Copy every entry below, exactly and in full.

Dataset =>

# # # # # # #

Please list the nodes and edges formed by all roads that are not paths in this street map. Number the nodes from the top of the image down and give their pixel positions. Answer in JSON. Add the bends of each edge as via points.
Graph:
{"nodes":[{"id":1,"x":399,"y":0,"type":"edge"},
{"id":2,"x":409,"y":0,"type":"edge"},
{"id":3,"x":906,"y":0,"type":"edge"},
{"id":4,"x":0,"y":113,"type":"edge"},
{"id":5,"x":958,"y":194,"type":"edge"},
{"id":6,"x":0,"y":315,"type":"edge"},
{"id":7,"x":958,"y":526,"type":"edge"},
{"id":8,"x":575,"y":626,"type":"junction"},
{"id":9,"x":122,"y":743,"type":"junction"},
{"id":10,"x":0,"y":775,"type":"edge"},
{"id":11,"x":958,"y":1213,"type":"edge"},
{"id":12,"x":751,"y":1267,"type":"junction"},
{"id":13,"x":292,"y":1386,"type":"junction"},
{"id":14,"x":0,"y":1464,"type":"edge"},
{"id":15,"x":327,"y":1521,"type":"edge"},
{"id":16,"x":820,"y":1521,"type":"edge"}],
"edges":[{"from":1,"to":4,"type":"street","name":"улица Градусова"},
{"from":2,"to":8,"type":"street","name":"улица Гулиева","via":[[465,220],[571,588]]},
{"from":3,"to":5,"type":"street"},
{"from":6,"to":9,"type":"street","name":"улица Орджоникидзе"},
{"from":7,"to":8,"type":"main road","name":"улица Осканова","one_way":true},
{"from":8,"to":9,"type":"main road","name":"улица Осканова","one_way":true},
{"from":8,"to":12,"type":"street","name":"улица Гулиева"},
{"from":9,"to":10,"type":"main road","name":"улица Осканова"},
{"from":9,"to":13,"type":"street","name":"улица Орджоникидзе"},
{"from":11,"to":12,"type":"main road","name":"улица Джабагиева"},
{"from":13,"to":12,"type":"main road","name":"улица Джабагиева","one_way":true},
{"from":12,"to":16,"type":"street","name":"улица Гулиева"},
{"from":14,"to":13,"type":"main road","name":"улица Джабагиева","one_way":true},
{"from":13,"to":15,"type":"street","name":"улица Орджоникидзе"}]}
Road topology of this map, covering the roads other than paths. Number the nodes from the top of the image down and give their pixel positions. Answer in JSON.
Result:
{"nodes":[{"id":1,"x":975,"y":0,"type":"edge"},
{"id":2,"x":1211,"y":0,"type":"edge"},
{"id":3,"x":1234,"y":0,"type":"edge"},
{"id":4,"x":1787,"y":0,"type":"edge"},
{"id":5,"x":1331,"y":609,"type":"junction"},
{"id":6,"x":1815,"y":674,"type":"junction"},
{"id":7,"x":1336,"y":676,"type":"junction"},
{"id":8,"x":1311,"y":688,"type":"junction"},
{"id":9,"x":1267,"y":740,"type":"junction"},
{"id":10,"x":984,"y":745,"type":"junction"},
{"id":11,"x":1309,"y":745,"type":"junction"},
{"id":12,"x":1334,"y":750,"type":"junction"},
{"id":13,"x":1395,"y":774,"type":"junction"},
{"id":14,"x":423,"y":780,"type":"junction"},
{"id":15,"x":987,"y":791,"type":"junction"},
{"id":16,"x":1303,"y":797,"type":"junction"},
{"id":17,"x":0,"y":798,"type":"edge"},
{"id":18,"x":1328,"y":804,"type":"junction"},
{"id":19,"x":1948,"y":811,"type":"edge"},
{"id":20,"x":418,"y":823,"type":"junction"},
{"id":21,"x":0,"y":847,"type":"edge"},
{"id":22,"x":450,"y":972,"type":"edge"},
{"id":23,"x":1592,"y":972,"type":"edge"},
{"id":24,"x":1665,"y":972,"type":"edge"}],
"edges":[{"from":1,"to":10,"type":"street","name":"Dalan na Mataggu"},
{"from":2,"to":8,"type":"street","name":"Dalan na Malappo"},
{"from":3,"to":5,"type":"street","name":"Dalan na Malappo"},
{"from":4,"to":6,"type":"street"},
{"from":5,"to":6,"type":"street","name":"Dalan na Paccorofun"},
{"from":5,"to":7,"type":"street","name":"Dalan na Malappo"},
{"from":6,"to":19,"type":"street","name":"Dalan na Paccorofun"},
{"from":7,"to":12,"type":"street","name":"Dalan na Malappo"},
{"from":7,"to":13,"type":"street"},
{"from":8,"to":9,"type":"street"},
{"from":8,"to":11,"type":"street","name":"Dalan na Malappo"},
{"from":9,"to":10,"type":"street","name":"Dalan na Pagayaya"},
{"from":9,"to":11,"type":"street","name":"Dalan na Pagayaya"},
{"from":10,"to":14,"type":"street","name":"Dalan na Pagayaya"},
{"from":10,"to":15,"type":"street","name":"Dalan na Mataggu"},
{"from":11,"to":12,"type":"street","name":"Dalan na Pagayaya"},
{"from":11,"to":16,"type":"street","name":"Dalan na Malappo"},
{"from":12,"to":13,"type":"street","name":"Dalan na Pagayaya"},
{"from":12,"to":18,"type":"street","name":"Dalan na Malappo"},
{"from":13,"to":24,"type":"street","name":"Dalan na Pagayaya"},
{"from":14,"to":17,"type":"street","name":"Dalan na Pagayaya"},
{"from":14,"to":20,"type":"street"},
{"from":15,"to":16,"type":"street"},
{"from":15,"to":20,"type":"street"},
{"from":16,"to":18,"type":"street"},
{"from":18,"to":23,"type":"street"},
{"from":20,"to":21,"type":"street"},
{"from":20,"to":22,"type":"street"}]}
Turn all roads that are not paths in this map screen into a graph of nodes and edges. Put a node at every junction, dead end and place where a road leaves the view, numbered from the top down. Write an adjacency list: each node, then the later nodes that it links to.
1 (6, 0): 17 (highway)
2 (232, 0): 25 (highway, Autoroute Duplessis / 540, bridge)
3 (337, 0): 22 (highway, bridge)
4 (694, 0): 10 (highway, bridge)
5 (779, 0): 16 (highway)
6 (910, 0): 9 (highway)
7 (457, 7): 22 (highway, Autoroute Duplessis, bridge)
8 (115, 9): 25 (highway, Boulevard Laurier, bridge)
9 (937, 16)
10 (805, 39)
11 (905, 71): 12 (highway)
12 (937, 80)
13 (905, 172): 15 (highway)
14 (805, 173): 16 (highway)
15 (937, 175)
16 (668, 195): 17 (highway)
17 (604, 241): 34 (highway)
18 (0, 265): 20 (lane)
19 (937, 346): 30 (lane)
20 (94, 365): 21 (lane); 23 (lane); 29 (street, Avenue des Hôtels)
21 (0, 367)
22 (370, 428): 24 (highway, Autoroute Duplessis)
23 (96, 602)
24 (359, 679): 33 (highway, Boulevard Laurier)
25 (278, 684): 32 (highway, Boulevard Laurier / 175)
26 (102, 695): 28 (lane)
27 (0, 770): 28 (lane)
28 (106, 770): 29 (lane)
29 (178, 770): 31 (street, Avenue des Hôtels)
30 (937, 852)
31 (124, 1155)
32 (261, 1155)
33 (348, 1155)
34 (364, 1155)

# # # # # # #

Answer to this exercise =>
Please list the nodes and edges formed by all roads that are not paths in this street map. Number the nodes from the top of the image down and give their pixel positions. Answer in JSON. Add the bends of each edge as via points.
Graph:
{"nodes":[{"id":1,"x":399,"y":0,"type":"edge"},
{"id":2,"x":409,"y":0,"type":"edge"},
{"id":3,"x":906,"y":0,"type":"edge"},
{"id":4,"x":0,"y":113,"type":"edge"},
{"id":5,"x":958,"y":194,"type":"edge"},
{"id":6,"x":0,"y":315,"type":"edge"},
{"id":7,"x":958,"y":526,"type":"edge"},
{"id":8,"x":575,"y":626,"type":"junction"},
{"id":9,"x":122,"y":743,"type":"junction"},
{"id":10,"x":0,"y":775,"type":"edge"},
{"id":11,"x":958,"y":1213,"type":"edge"},
{"id":12,"x":751,"y":1267,"type":"junction"},
{"id":13,"x":292,"y":1386,"type":"junction"},
{"id":14,"x":0,"y":1464,"type":"edge"},
{"id":15,"x":327,"y":1521,"type":"edge"},
{"id":16,"x":820,"y":1521,"type":"edge"}],
"edges":[{"from":1,"to":4,"type":"street","name":"улица Градусова"},
{"from":2,"to":8,"type":"street","name":"улица Гулиева","via":[[465,220],[571,588]]},
{"from":3,"to":5,"type":"street"},
{"from":6,"to":9,"type":"street","name":"улица Орджоникидзе"},
{"from":7,"to":8,"type":"main road","name":"улица Осканова","one_way":true},
{"from":8,"to":9,"type":"main road","name":"улица Осканова","one_way":true},
{"from":8,"to":12,"type":"street","name":"улица Гулиева"},
{"from":9,"to":10,"type":"main road","name":"улица Осканова"},
{"from":9,"to":13,"type":"street","name":"улица Орджоникидзе"},
{"from":11,"to":12,"type":"main road","name":"улица Джабагиева"},
{"from":13,"to":12,"type":"main road","name":"улица Джабагиева","one_way":true},
{"from":12,"to":16,"type":"street","name":"улица Гулиева"},
{"from":14,"to":13,"type":"main road","name":"улица Джабагиева","one_way":true},
{"from":13,"to":15,"type":"street","name":"улица Орджоникидзе"}]}
Road topology of this map, covering the roads other than paths. Number the nodes from the top of the image down and give their pixel positions. Answer in JSON.
Result:
{"nodes":[{"id":1,"x":975,"y":0,"type":"edge"},
{"id":2,"x":1211,"y":0,"type":"edge"},
{"id":3,"x":1234,"y":0,"type":"edge"},
{"id":4,"x":1787,"y":0,"type":"edge"},
{"id":5,"x":1331,"y":609,"type":"junction"},
{"id":6,"x":1815,"y":674,"type":"junction"},
{"id":7,"x":1336,"y":676,"type":"junction"},
{"id":8,"x":1311,"y":688,"type":"junction"},
{"id":9,"x":1267,"y":740,"type":"junction"},
{"id":10,"x":984,"y":745,"type":"junction"},
{"id":11,"x":1309,"y":745,"type":"junction"},
{"id":12,"x":1334,"y":750,"type":"junction"},
{"id":13,"x":1395,"y":774,"type":"junction"},
{"id":14,"x":423,"y":780,"type":"junction"},
{"id":15,"x":987,"y":791,"type":"junction"},
{"id":16,"x":1303,"y":797,"type":"junction"},
{"id":17,"x":0,"y":798,"type":"edge"},
{"id":18,"x":1328,"y":804,"type":"junction"},
{"id":19,"x":1948,"y":811,"type":"edge"},
{"id":20,"x":418,"y":823,"type":"junction"},
{"id":21,"x":0,"y":847,"type":"edge"},
{"id":22,"x":450,"y":972,"type":"edge"},
{"id":23,"x":1592,"y":972,"type":"edge"},
{"id":24,"x":1665,"y":972,"type":"edge"}],
"edges":[{"from":1,"to":10,"type":"street","name":"Dalan na Mataggu"},
{"from":2,"to":8,"type":"street","name":"Dalan na Malappo"},
{"from":3,"to":5,"type":"street","name":"Dalan na Malappo"},
{"from":4,"to":6,"type":"street"},
{"from":5,"to":6,"type":"street","name":"Dalan na Paccorofun"},
{"from":5,"to":7,"type":"street","name":"Dalan na Malappo"},
{"from":6,"to":19,"type":"street","name":"Dalan na Paccorofun"},
{"from":7,"to":12,"type":"street","name":"Dalan na Malappo"},
{"from":7,"to":13,"type":"street"},
{"from":8,"to":9,"type":"street"},
{"from":8,"to":11,"type":"street","name":"Dalan na Malappo"},
{"from":9,"to":10,"type":"street","name":"Dalan na Pagayaya"},
{"from":9,"to":11,"type":"street","name":"Dalan na Pagayaya"},
{"from":10,"to":14,"type":"street","name":"Dalan na Pagayaya"},
{"from":10,"to":15,"type":"street","name":"Dalan na Mataggu"},
{"from":11,"to":12,"type":"street","name":"Dalan na Pagayaya"},
{"from":11,"to":16,"type":"street","name":"Dalan na Malappo"},
{"from":12,"to":13,"type":"street","name":"Dalan na Pagayaya"},
{"from":12,"to":18,"type":"street","name":"Dalan na Malappo"},
{"from":13,"to":24,"type":"street","name":"Dalan na Pagayaya"},
{"from":14,"to":17,"type":"street","name":"Dalan na Pagayaya"},
{"from":14,"to":20,"type":"street"},
{"from":15,"to":16,"type":"street"},
{"from":15,"to":20,"type":"street"},
{"from":16,"to":18,"type":"street"},
{"from":18,"to":23,"type":"street"},
{"from":20,"to":21,"type":"street"},
{"from":20,"to":22,"type":"street"}]}
Turn all roads that are not paths in this map screen into a graph of nodes and edges. Put a node at every junction, dead end and place where a road leaves the view, numbered from the top down. Write an adjacency list: each node, then the later nodes that it links to.
1 (6, 0): 17 (highway)
2 (232, 0): 25 (highway, Autoroute Duplessis / 540, bridge)
3 (337, 0): 22 (highway, bridge)
4 (694, 0): 10 (highway, bridge)
5 (779, 0): 16 (highway)
6 (910, 0): 9 (highway)
7 (457, 7): 22 (highway, Autoroute Duplessis, bridge)
8 (115, 9): 25 (highway, Boulevard Laurier, bridge)
9 (937, 16)
10 (805, 39)
11 (905, 71): 12 (highway)
12 (937, 80)
13 (905, 172): 15 (highway)
14 (805, 173): 16 (highway)
15 (937, 175)
16 (668, 195): 17 (highway)
17 (604, 241): 34 (highway)
18 (0, 265): 20 (lane)
19 (937, 346): 30 (lane)
20 (94, 365): 21 (lane); 23 (lane); 29 (street, Avenue des Hôtels)
21 (0, 367)
22 (370, 428): 24 (highway, Autoroute Duplessis)
23 (96, 602)
24 (359, 679): 33 (highway, Boulevard Laurier)
25 (278, 684): 32 (highway, Boulevard Laurier / 175)
26 (102, 695): 28 (lane)
27 (0, 770): 28 (lane)
28 (106, 770): 29 (lane)
29 (178, 770): 31 (street, Avenue des Hôtels)
30 (937, 852)
31 (124, 1155)
32 (261, 1155)
33 (348, 1155)
34 (364, 1155)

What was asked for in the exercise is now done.